Yes, we are really fine. Truly fine. I just had to let things slide in the middle of what was the busiest teaching and admin term for me in several years. It became a case of only the absolutely essential bits of life survive! And the blog just went — poof! — like dust. Before I knew it so much time had passed. It is only with the New Year now upon us that I can sit back a little and think now I can get back to this. Thank goodness.
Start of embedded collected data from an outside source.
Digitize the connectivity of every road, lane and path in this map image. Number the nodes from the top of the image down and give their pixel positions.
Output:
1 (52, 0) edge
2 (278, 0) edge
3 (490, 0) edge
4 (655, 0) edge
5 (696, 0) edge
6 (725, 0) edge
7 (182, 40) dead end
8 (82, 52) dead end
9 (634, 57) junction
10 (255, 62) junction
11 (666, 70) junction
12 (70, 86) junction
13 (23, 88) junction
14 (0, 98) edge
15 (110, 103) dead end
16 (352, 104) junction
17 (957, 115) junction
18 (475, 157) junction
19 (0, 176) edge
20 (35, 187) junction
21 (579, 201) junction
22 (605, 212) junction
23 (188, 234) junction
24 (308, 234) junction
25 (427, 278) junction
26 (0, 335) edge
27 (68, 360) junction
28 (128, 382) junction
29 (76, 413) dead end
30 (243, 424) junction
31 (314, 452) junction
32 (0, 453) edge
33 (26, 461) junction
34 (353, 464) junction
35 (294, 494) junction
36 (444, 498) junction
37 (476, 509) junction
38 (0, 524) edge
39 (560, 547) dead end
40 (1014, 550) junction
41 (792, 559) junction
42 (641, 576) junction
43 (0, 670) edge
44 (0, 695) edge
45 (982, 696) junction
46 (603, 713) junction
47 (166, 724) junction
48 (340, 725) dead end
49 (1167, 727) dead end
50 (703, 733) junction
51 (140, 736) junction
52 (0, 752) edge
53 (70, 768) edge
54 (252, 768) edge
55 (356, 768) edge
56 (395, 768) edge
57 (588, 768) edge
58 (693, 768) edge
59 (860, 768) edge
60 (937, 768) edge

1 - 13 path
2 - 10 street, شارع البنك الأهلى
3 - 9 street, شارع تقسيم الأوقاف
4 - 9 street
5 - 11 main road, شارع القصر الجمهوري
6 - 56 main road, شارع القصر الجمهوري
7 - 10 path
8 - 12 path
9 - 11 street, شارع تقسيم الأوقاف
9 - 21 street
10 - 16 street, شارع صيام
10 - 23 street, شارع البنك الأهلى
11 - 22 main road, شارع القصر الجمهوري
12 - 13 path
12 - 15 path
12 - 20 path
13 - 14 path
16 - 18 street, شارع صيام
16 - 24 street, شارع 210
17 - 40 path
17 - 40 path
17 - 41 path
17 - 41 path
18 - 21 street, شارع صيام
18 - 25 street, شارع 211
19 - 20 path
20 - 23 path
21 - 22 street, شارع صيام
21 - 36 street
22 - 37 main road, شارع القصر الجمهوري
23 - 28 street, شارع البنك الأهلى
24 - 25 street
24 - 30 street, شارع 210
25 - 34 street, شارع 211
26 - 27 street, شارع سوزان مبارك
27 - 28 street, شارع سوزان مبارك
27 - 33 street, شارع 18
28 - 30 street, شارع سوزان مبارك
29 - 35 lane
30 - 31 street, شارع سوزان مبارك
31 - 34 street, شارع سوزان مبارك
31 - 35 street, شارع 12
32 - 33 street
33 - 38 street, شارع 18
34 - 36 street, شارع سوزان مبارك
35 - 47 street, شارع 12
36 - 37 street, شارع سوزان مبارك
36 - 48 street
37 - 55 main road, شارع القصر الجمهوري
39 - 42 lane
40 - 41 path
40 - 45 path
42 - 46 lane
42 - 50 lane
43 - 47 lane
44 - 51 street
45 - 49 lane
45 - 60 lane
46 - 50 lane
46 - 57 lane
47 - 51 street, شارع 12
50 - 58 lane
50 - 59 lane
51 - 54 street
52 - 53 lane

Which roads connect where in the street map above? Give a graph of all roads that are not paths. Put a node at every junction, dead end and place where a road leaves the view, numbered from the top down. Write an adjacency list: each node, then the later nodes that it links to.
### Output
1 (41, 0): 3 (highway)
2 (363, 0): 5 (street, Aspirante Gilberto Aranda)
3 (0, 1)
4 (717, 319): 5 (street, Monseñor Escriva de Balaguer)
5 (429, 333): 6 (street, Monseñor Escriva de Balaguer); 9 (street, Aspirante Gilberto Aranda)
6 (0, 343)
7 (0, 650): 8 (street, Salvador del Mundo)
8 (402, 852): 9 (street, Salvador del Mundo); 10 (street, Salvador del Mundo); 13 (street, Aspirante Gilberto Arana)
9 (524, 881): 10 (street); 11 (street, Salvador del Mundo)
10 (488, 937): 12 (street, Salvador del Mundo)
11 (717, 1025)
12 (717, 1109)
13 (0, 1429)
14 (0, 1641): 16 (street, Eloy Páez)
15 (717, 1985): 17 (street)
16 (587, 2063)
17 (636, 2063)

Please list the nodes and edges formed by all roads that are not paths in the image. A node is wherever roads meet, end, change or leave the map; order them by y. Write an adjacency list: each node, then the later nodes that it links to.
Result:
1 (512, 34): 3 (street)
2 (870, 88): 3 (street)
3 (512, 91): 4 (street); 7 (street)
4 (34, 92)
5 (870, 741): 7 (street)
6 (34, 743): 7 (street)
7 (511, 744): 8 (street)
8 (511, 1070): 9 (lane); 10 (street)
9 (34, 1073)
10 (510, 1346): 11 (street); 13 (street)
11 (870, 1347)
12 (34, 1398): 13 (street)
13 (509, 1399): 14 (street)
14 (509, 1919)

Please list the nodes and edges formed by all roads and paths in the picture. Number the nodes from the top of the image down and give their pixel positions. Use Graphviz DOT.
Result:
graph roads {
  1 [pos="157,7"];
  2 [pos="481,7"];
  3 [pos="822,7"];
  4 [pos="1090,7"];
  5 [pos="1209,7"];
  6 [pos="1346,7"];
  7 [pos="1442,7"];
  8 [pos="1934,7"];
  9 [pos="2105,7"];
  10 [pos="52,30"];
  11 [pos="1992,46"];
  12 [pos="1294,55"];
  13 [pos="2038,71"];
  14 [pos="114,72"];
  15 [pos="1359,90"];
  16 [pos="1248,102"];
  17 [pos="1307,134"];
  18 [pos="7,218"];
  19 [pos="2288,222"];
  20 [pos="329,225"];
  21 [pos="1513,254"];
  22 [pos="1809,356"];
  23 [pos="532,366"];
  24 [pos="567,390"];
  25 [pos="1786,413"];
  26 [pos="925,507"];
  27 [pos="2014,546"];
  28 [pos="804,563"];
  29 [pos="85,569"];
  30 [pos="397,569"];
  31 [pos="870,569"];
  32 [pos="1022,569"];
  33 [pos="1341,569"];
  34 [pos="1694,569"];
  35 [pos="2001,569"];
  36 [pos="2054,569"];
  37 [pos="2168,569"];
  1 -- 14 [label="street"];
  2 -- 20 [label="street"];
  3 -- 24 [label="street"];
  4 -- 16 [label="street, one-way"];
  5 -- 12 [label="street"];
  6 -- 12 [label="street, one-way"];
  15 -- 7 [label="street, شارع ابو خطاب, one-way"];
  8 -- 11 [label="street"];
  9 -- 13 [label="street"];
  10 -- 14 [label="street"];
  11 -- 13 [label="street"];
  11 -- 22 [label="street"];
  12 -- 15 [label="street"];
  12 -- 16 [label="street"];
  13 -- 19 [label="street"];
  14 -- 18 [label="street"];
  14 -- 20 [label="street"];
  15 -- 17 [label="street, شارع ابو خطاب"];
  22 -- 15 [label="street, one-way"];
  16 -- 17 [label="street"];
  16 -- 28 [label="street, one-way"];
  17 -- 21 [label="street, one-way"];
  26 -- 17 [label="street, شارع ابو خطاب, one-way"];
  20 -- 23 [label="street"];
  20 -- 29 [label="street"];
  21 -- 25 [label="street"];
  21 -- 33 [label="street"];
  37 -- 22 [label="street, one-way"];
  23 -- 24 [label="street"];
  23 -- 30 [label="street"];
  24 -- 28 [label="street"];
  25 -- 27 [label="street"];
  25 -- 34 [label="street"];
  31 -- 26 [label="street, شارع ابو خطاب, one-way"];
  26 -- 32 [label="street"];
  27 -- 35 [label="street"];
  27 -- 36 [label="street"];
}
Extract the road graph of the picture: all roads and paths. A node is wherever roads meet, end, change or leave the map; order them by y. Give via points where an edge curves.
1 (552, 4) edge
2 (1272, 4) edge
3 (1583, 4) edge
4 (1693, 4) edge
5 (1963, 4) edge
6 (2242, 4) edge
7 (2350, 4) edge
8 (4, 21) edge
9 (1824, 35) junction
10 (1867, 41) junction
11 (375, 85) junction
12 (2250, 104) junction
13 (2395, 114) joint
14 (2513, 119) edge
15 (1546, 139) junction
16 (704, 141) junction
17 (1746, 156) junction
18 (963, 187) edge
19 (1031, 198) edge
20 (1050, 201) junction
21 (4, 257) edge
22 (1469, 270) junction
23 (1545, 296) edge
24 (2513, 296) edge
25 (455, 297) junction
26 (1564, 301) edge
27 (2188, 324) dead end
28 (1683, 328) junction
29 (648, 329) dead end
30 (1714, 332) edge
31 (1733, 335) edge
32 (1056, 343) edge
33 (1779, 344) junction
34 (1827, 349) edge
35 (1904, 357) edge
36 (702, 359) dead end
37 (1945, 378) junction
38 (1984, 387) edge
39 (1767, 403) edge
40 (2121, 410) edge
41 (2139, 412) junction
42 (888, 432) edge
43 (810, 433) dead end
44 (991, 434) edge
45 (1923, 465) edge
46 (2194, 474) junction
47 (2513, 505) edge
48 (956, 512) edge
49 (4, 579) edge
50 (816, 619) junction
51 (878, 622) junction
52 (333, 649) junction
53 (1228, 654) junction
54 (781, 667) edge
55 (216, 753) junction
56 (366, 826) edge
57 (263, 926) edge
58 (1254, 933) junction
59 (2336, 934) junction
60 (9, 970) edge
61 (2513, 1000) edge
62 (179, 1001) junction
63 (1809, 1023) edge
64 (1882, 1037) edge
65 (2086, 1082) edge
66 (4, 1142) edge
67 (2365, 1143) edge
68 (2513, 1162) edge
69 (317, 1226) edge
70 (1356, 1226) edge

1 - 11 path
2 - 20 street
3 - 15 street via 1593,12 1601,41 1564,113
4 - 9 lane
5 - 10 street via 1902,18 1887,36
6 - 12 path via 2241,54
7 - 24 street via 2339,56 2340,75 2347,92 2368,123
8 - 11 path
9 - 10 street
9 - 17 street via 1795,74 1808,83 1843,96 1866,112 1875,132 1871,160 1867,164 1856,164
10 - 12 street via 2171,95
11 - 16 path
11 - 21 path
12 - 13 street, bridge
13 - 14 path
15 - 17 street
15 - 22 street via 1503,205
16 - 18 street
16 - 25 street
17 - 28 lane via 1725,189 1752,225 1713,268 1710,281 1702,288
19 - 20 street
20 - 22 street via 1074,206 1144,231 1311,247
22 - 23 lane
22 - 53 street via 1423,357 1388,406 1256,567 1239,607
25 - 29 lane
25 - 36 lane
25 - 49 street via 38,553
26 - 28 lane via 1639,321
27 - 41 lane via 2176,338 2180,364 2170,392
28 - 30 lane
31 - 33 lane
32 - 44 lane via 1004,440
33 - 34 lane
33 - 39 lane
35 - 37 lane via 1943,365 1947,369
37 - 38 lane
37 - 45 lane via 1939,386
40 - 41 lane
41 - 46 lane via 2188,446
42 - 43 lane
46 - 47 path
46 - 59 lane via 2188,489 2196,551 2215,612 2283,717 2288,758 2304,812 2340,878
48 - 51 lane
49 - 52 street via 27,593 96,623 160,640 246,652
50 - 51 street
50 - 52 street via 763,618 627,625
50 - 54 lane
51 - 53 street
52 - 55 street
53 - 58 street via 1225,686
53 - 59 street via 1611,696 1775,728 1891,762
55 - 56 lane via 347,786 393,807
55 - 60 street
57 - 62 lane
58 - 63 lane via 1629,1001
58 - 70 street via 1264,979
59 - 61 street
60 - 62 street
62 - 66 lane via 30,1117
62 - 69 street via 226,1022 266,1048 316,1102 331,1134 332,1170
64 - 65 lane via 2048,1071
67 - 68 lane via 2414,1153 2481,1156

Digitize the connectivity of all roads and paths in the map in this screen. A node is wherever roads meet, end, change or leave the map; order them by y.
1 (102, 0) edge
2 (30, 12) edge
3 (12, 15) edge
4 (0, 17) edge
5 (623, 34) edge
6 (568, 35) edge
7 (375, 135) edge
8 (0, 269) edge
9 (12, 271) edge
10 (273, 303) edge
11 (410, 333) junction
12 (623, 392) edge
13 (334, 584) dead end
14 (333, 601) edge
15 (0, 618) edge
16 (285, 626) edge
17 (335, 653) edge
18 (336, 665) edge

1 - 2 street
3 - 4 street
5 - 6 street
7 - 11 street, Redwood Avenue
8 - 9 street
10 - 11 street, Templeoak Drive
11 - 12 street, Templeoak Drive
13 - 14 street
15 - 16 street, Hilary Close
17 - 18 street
Because I’ve missed it. Lots.

***

Catching up info: E is now at least three inches taller than me! Yes, choke in surprise. It has happened so fast that I keep thinking he’s either wearing heels (not likely!) or standing on his toes (also not likely since he gave up dance about a billion years ago). He is now creeping toward his father’s height of 6 foot, which his father categorically refuses to acknowledge. M too has shot up: fits my shoes and also wears the smallest women’s size 6 (uk, that is. American it’s 2 I think?).

What the heck?

But it’s the sheer food consumption that is doing our heads in. Forget monitoring carb intake. Just forget it. The best we can do is try to get him not to eat too late in the night, so that we don’t have to get up and test. He’ll sit down and have 400 g of mashed potato, eight small sausages, and a pile of vegetables. Faster than any of us can finish our meals, he’s done and standing up for ‘more food’. He returns to the table with a cereal bar, a pot of yoghurt, more sausages… Our food bill has gone up by 50% in the last six months. SO alarming. He eats all the time. We go through boxes of cereal bars, probably one per day. He also doesn’t seem to want non-carb, like meat and cheese. He really, really wants carb, big time. His body must just be building itself, putting together the infrastructure, like constructing a building… It’s incredible to watch.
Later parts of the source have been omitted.